La Suisse choisit l’autosuffisance au prix fort
Souveraineté ou prix bas, il faut choisir ! La France a fait son choix : le prix. La Suisse celui de la souveraineté. Afin de protéger son secteur agricole, le pays joue sur deux leviers : le contingentement et des droits de douane variables en fonction de l’intensité de la concurrence étrangère. Avec pour but de protéger la production locale en limitant voire en interdisant les importations le temps que la production locale soit écoulée comme dans le cas des cultures maraîchères et/ou en fixant des droits de douane variables sur les produits importés en fonction des prix des producteurs locaux.
Si le prix du produit importé est inférieur à celui ciblé, alors les taxes s’ajustent. Le haut niveau des coûts de production suisses explique pourquoi le taux de droit de douane moyen grevant les produits agricoles entrants est l’un des plus élevés au monde. Les IAA étant protégées elles aussi, cela conduit à un niveau élevé des prix à la consommation. Selon une étude de l’OCDE, les prix des denrées alimentaires en Suisse dépassent d’environ 75% ceux de la moyenne de l’UE et il faut à ses habitants débourser 2,5 fois plus pour la viande que les citoyens de l’UE. C’est le prix à payer pour se rapprocher de l’autosuffisance alimentaire.
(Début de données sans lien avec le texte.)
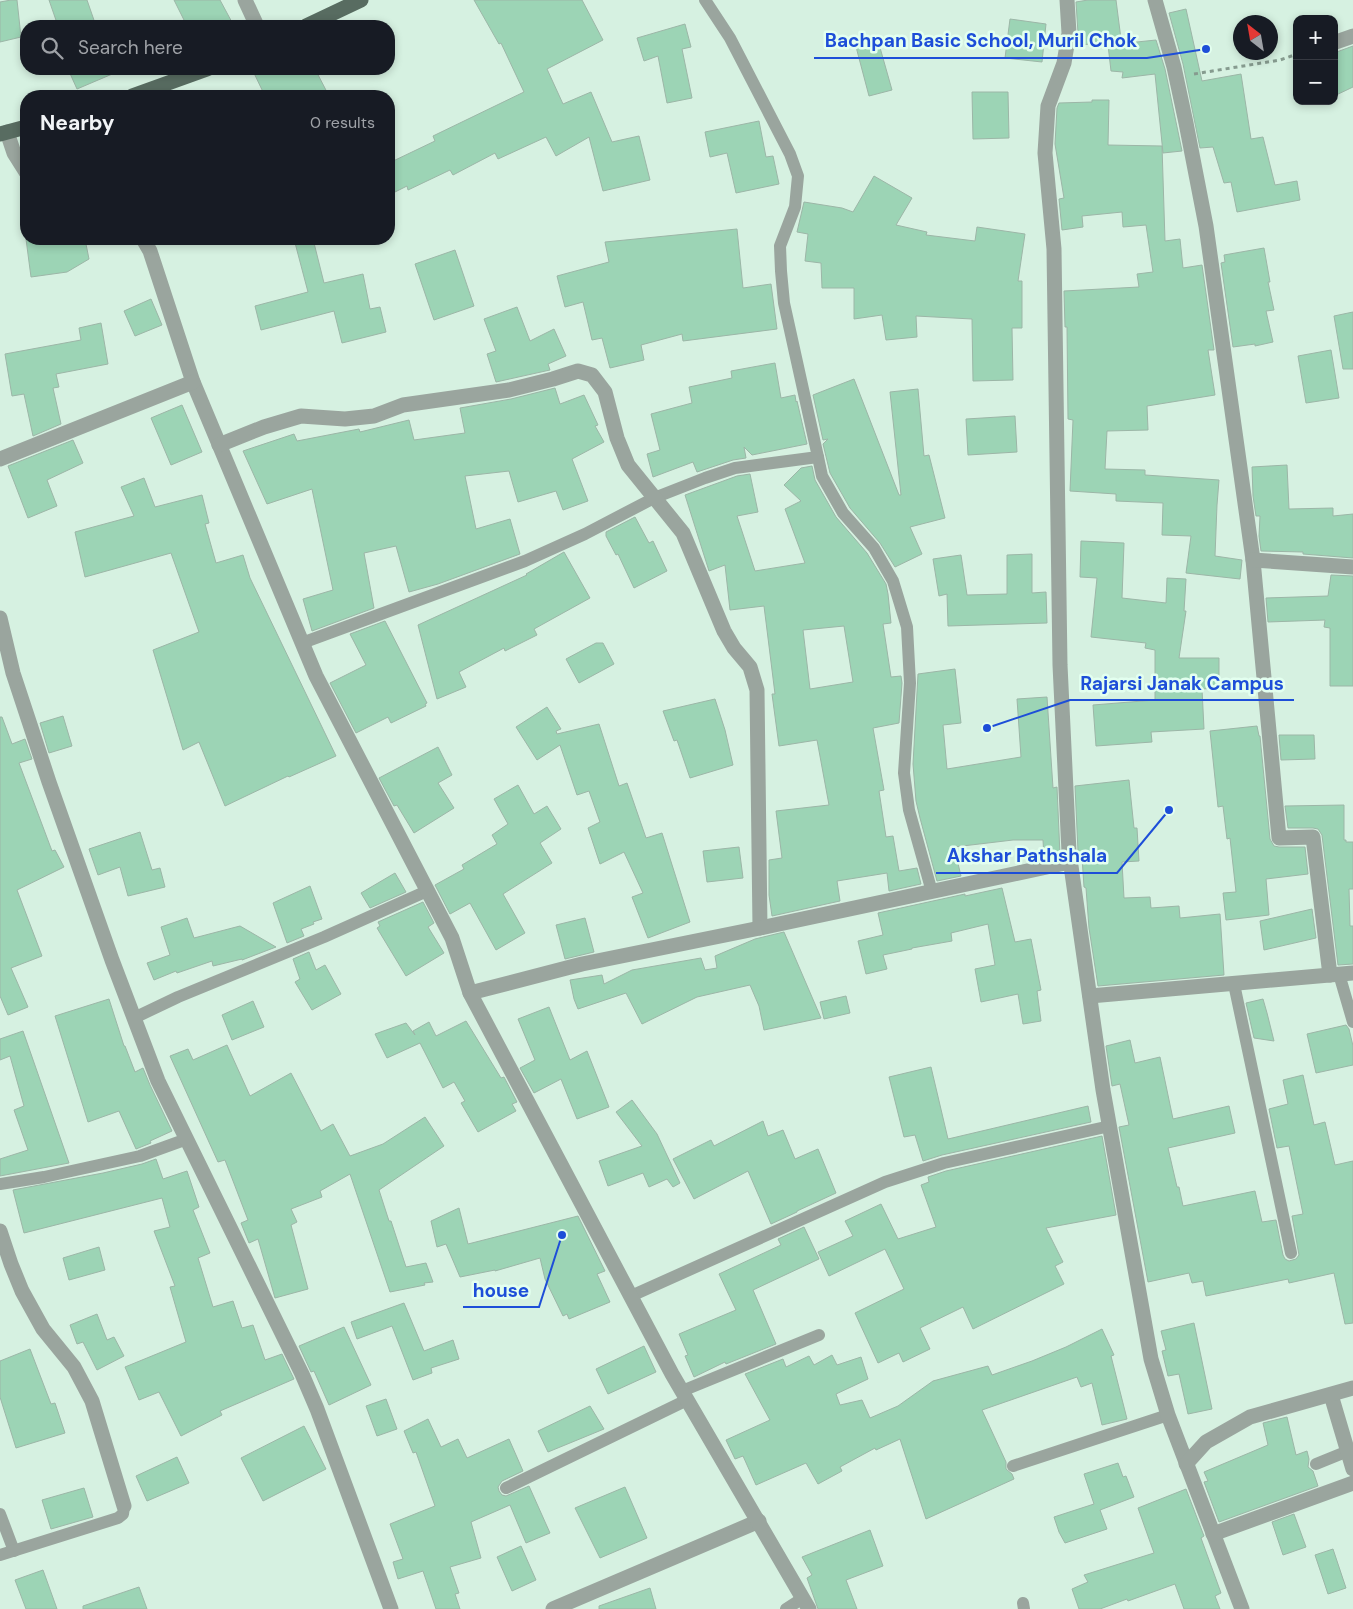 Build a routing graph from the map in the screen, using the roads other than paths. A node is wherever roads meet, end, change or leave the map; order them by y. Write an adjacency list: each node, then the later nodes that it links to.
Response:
1 (245, 0): 6 (street)
2 (361, 0): 7 (main road)
3 (705, 0): 18 (lane)
4 (1067, 0): 25 (street)
5 (1155, 0): 21 (street)
6 (254, 20)
7 (319, 20)
8 (1353, 36): 9 (street)
9 (1338, 41)
10 (190, 75): 11 (main road)
11 (149, 90)
12 (20, 129): 13 (main road)
13 (4, 133): 14 (street)
14 (20, 163)
15 (146, 245): 16 (street)
16 (193, 382): 17 (street); 19 (street)
17 (219, 445): 20 (street); 24 (street)
18 (818, 457): 20 (lane); 27 (lane)
19 (0, 459)
20 (654, 498): 24 (lane); 28 (street)
21 (1253, 560): 22 (street); 29 (street)
22 (1353, 567)
23 (0, 618): 33 (street)
24 (302, 643): 26 (street)
25 (1070, 862): 27 (street); 32 (street)
26 (427, 891): 31 (street); 33 (lane)
27 (932, 892): 28 (street)
28 (760, 928): 31 (street)
29 (1341, 974): 30 (street); 34 (lane)
30 (1234, 984): 32 (street); 39 (lane)
31 (470, 993): 40 (street)
32 (1090, 996): 35 (street)
33 (134, 1018): 36 (street)
34 (1353, 1022)
35 (1110, 1126): 40 (lane); 45 (street)
36 (187, 1139): 37 (lane); 60 (street)
37 (0, 1184)
38 (0, 1231): 53 (street)
39 (1291, 1253)
40 (631, 1296): 43 (street)
41 (819, 1335): 43 (lane)
42 (1353, 1388): 44 (street)
43 (685, 1395): 52 (lane); 55 (street)
44 (1331, 1395): 46 (street); 47 (street)
45 (1168, 1415): 47 (street); 49 (lane)
46 (1348, 1451): 48 (lane); 50 (street)
47 (1186, 1464): 56 (street)
48 (1316, 1464)
49 (1013, 1466)
50 (1353, 1469)
51 (1353, 1483): 56 (street)
52 (506, 1488)
53 (124, 1506): 57 (lane)
54 (0, 1514): 57 (lane)
55 (758, 1522): 59 (street); 61 (street)
56 (1213, 1534): 63 (street)
57 (14, 1551): 58 (lane)
58 (0, 1555)
59 (806, 1604): 62 (lane)
60 (391, 1609)
61 (553, 1609)
62 (786, 1609)
63 (1242, 1609) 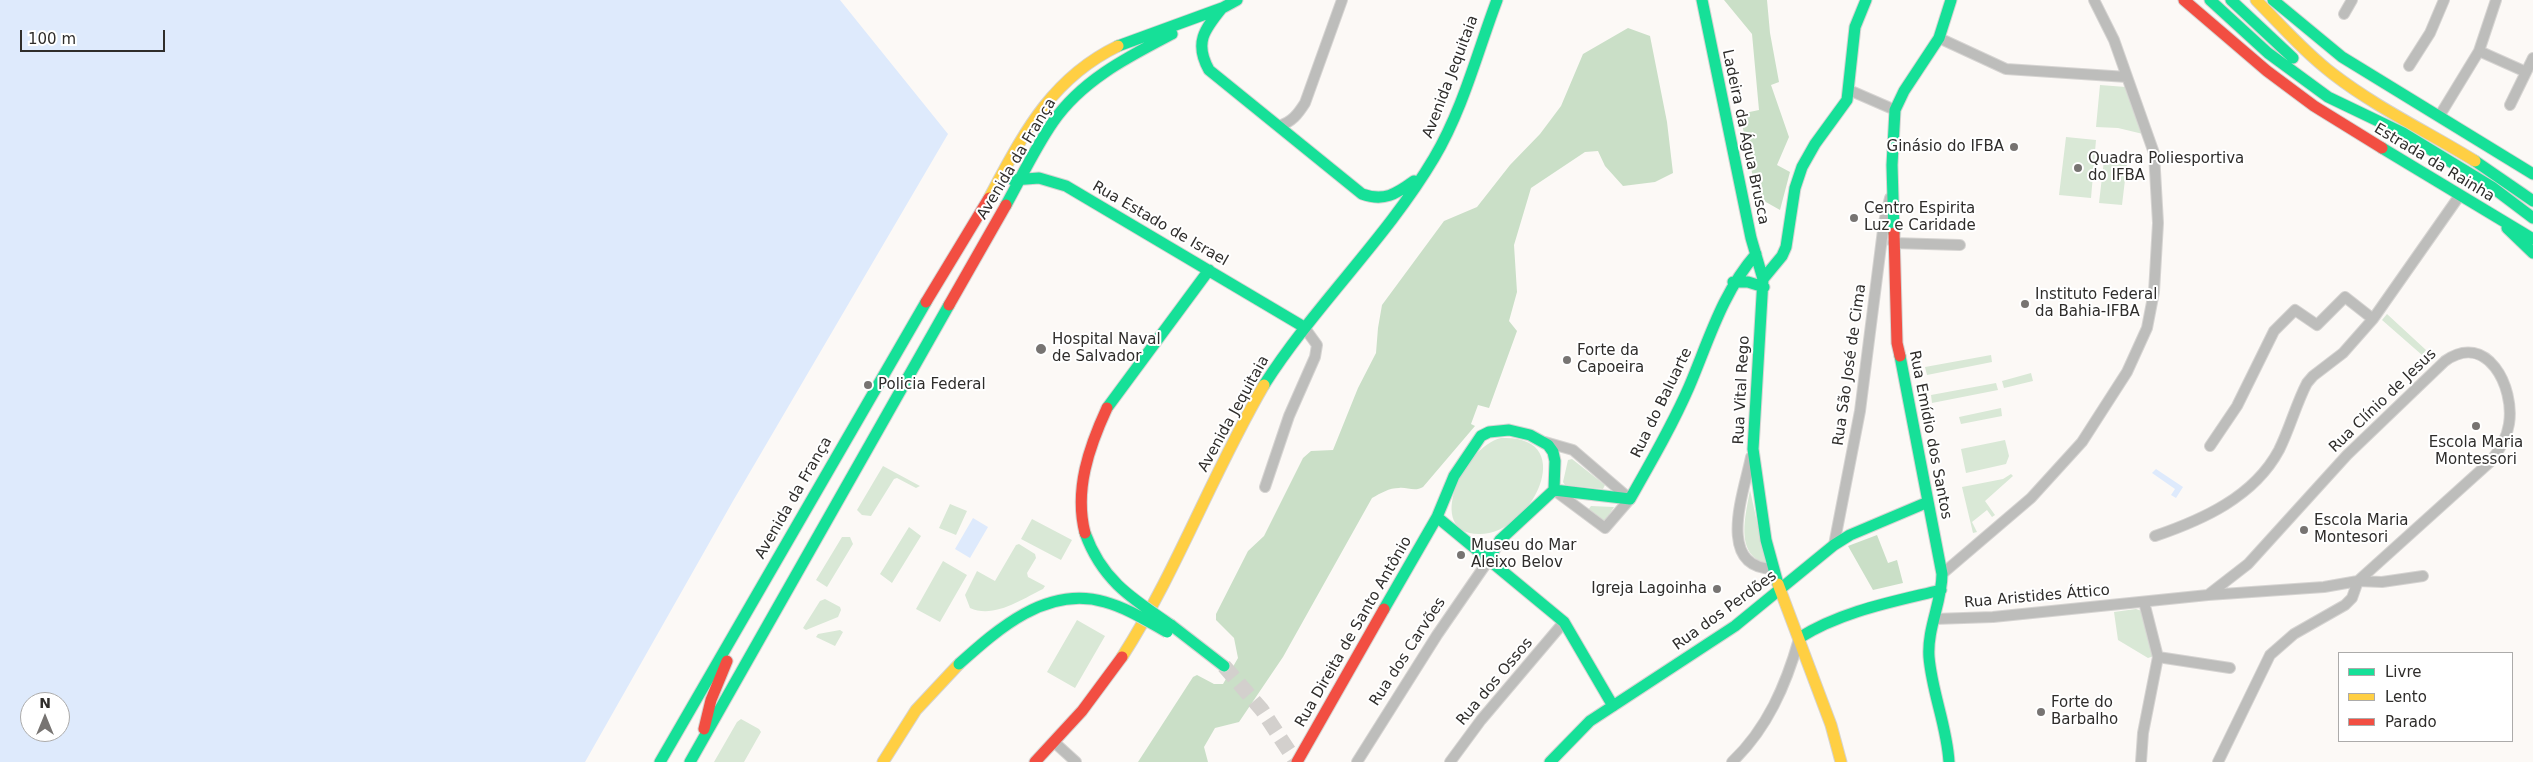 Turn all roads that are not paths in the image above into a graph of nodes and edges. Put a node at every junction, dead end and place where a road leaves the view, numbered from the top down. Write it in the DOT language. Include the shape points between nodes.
graph roads {
  1 [pos="1237,0"];
  2 [pos="1342,0"];
  3 [pos="1497,0"];
  4 [pos="1702,0"];
  5 [pos="1866,0"];
  6 [pos="1951,0"];
  7 [pos="2094,0"];
  8 [pos="2184,0"];
  9 [pos="2210,0"];
  10 [pos="2231,0"];
  11 [pos="2244,0"];
  12 [pos="2256,0"];
  13 [pos="2273,0"];
  14 [pos="2352,0"];
  15 [pos="2444,0"];
  16 [pos="2496,0"];
  17 [pos="1222,8"];
  18 [pos="2344,14"];
  19 [pos="2241,31"];
  20 [pos="1939,38"];
  21 [pos="2479,51"];
  22 [pos="2533,58"];
  23 [pos="2316,62"];
  24 [pos="2409,66"];
  25 [pos="2526,72"];
  26 [pos="2126,77"];
  27 [pos="1849,90"];
  28 [pos="2510,105"];
  29 [pos="2314,106"];
  30 [pos="1896,110"];
  31 [pos="2440,115"];
  32 [pos="1279,126"];
  33 [pos="2403,133"];
  34 [pos="1426,171"];
  35 [pos="2533,174"];
  36 [pos="1022,178"];
  37 [pos="994,188"];
  38 [pos="1892,189"];
  39 [pos="2460,195"];
  40 [pos="2533,201"];
  41 [pos="2481,207"];
  42 [pos="2533,218"];
  43 [pos="2533,239"];
  44 [pos="1894,243"];
  45 [pos="1960,245"];
  46 [pos="1786,247"];
  47 [pos="2533,253"];
  48 [pos="1756,254"];
  49 [pos="1209,270"];
  50 [pos="1734,282"];
  51 [pos="1763,283"];
  52 [pos="2373,319"];
  53 [pos="1304,328"];
  54 [pos="1545,442"];
  55 [pos="2210,446"];
  56 [pos="1753,449"];
  57 [pos="1265,487"];
  58 [pos="1554,490"];
  59 [pos="1630,499"];
  60 [pos="1928,502"];
  61 [pos="1437,517"];
  62 [pos="2155,536"];
  63 [pos="1834,545"];
  64 [pos="1488,561"];
  65 [pos="1773,569"];
  66 [pos="1942,574"];
  67 [pos="2423,576"];
  68 [pos="2358,580"];
  69 [pos="1780,590"];
  70 [pos="1941,590"];
  71 [pos="2208,596"];
  72 [pos="2144,602"];
  73 [pos="1934,619"];
  74 [pos="1564,622"];
  75 [pos="1169,628"];
  76 [pos="734,633"];
  77 [pos="1799,638"];
  78 [pos="2158,657"];
  79 [pos="1224,666"];
  80 [pos="2230,668"];
  81 [pos="1613,706"];
  82 [pos="702,740"];
  83 [pos="1054,742"];
  84 [pos="660,762"];
  85 [pos="690,762"];
  86 [pos="883,762"];
  87 [pos="1035,762"];
  88 [pos="1076,762"];
  89 [pos="1297,762"];
  90 [pos="1357,762"];
  91 [pos="1450,762"];
  92 [pos="1550,762"];
  93 [pos="1732,762"];
  94 [pos="1841,762"];
  95 [pos="1949,762"];
  96 [pos="2142,762"];
  97 [pos="2218,762"];
  1 -- 17 [label="main road"];
  2 -- 32 [label="street" via="1305,103 1295,118"];
  3 -- 34 [label="main road, Avenida Jequitaia" via="1453,119"];
  4 -- 48 [label="main road, Ladeira da Água Brusca"];
  5 -- 27 [label="main road" via="1855,27"];
  6 -- 20 [label="main road"];
  7 -- 26 [label="street" via="2109,27"];
  8 -- 29 [label="main road" via="2267,71"];
  9 -- 19 [label="main road"];
  10 -- 33 [label="main road" via="2297,61"];
  11 -- 23 [label="main road"];
  12 -- 23 [label="main road"];
  13 -- 31 [label="main road" via="2342,57"];
  14 -- 18 [label="street"];
  15 -- 24 [label="street" via="2430,33"];
  16 -- 21 [label="street"];
  17 -- 32 [label="main road" via="1203,36 1200,48 1204,62 1209,70"];
  17 -- 36 [label="main road, Avenida da França" via="1130,56 1089,82 1069,100 1053,122"];
  17 -- 37 [label="main road, Avenida da França" via="1123,43 1072,75 1024,132"];
  19 -- 29 [label="main road"];
  19 -- 33 [label="main road" via="2328,97"];
  20 -- 26 [label="street" via="2006,69"];
  20 -- 30 [label="main road" via="1904,91"];
  21 -- 25 [label="street"];
  21 -- 31 [label="street"];
  22 -- 25 [label="street"];
  23 -- 40 [label="main road"];
  25 -- 28 [label="street"];
  26 -- 66 [label="street" via="2150,139 2156,166 2158,223 2154,292 2147,328 2126,372 2082,442 2031,498"];
  27 -- 30 [label="street"];
  27 -- 46 [label="main road" via="1844,105 1802,167"];
  29 -- 39 [label="main road, Estrada da Rainha"];
  30 -- 38 [label="main road, Rua Emídio dos Santos"];
  31 -- 35 [label="main road"];
  32 -- 34 [label="main road" via="1362,194 1370,197 1394,196"];
  33 -- 42 [label="main road" via="2478,178"];
  34 -- 53 [label="main road, Avenida Jequitaia"];
  36 -- 37 [label="main road, Rua Estado de Israel"];
  36 -- 49 [label="main road, Rua Estado de Israel" via="1054,181 1066,186"];
  36 -- 82 [label="main road, Avenida da França"];
  37 -- 76 [label="main road, Avenida da França" via="852,426"];
  38 -- 44 [label="main road, Rua Emídio dos Santos"];
  38 -- 63 [label="street, Rua São José de Cima" via="1884,222 1860,411"];
  39 -- 41 [label="main road, Estrada da Rainha"];
  39 -- 52 [label="street"];
  41 -- 43 [label="main road"];
  41 -- 47 [label="main road, Estrada da Rainha"];
  44 -- 45 [label="street"];
  44 -- 60 [label="main road, Rua Emídio dos Santos" via="1897,343"];
  46 -- 48 [label="main road" via="1773,254"];
  46 -- 51 [label="main road"];
  48 -- 50 [label="main road, Rua do Baluarte"];
  48 -- 51 [label="main road, Ladeira da Água Brusca"];
  49 -- 53 [label="main road, Rua Estado de Israel"];
  49 -- 75 [label="main road, bridge" via="1107,408 1090,445 1083,476 1081,512 1086,534 1103,570 1120,589"];
  50 -- 51 [label="main road"];
  50 -- 59 [label="main road, Rua do Baluarte" via="1664,439"];
  51 -- 56 [label="main road, Rua Vital Rego"];
  52 -- 55 [label="street" via="2345,296 2317,325 2295,310 2274,331 2237,406"];
  52 -- 62 [label="street" via="2343,353 2307,383 2277,452 2252,483 2208,516"];
  53 -- 57 [label="street" via="1317,345 1315,356 1289,416"];
  53 -- 83 [label="main road, Avenida Jequitaia" via="1251,408 1124,654 1098,691"];
  54 -- 58 [label="main road" via="1555,458"];
  54 -- 59 [label="street" via="1573,450"];
  54 -- 61 [label="main road, Rua Direita de Santo Antônio" via="1511,429 1498,429 1481,436 1452,474"];
  56 -- 65 [label="main road, Rua Vital Rego"];
  56 -- 65 [label="street" via="1737,537 1739,548 1752,565"];
  58 -- 59 [label="main road"];
  58 -- 59 [label="street" via="1605,528"];
  58 -- 64 [label="main road" via="1500,540"];
  60 -- 63 [label="main road, Rua dos Perdões"];
  60 -- 66 [label="main road, Rua Emídio dos Santos"];
  61 -- 64 [label="main road"];
  61 -- 89 [label="main road, Rua Direita de Santo Antônio"];
  63 -- 69 [label="main road, Rua dos Perdões"];
  64 -- 74 [label="main road"];
  64 -- 90 [label="street, Rua dos Carvões"];
  65 -- 69 [label="main road, Rua Vital Rego"];
  66 -- 70 [label="main road, Rua Emídio dos Santos"];
  67 -- 68 [label="street" via="2388,581"];
  68 -- 71 [label="street, Rua Clínio de Jesus" via="2324,588"];
  68 -- 71 [label="street, Rua Clínio de Jesus" via="2497,454 2509,425 2509,401 2500,374 2482,355 2468,352 2452,355 2435,369 2347,455 2248,564"];
  68 -- 97 [label="street" via="2352,598 2345,605 2294,634 2270,655"];
  69 -- 77 [label="main road, Rua Vital Rego"];
  69 -- 81 [label="main road, Rua dos Perdões" via="1735,626"];
  70 -- 73 [label="main road, Rua Emídio dos Santos"];
  70 -- 77 [label="main road" via="1838,618"];
  71 -- 72 [label="street, Rua Aristides Áttico"];
  72 -- 73 [label="street, Rua Aristides Áttico" via="1993,617"];
  72 -- 78 [label="street"];
  73 -- 95 [label="main road, Rua Emídio dos Santos" via="1929,657 1945,724"];
  74 -- 81 [label="main road"];
  74 -- 91 [label="street, Rua dos Ossos"];
  75 -- 79 [label="main road"];
  75 -- 86 [label="main road, bridge" via="1108,604 1085,599 1047,603 1021,615 985,641 934,687 914,711"];
  76 -- 82 [label="main road" via="729,656 707,710"];
  76 -- 84 [label="main road, Avenida da França"];
  77 -- 93 [label="street" via="1765,724"];
  77 -- 94 [label="main road, Rua Vital Rego"];
  78 -- 80 [label="street"];
  78 -- 96 [label="street" via="2143,733"];
  81 -- 92 [label="main road, Rua dos Perdões" via="1590,721"];
  82 -- 85 [label="main road, Avenida da França"];
  83 -- 87 [label="main road, Avenida Jequitaia"];
  83 -- 88 [label="street"];
}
Dans le cas de la France, il est toujours possible d’abaisser les coûts de production pour tenter de monter en compétitivité afin de regagner en souveraineté et limiter la facture finale pour le consommateur, mais cela sera insuffisant. L’alternative est claire : la perméabilité des frontières et la dépendance à petits prix ou des barrières à l’entrée et l’indépendance aux prix forts.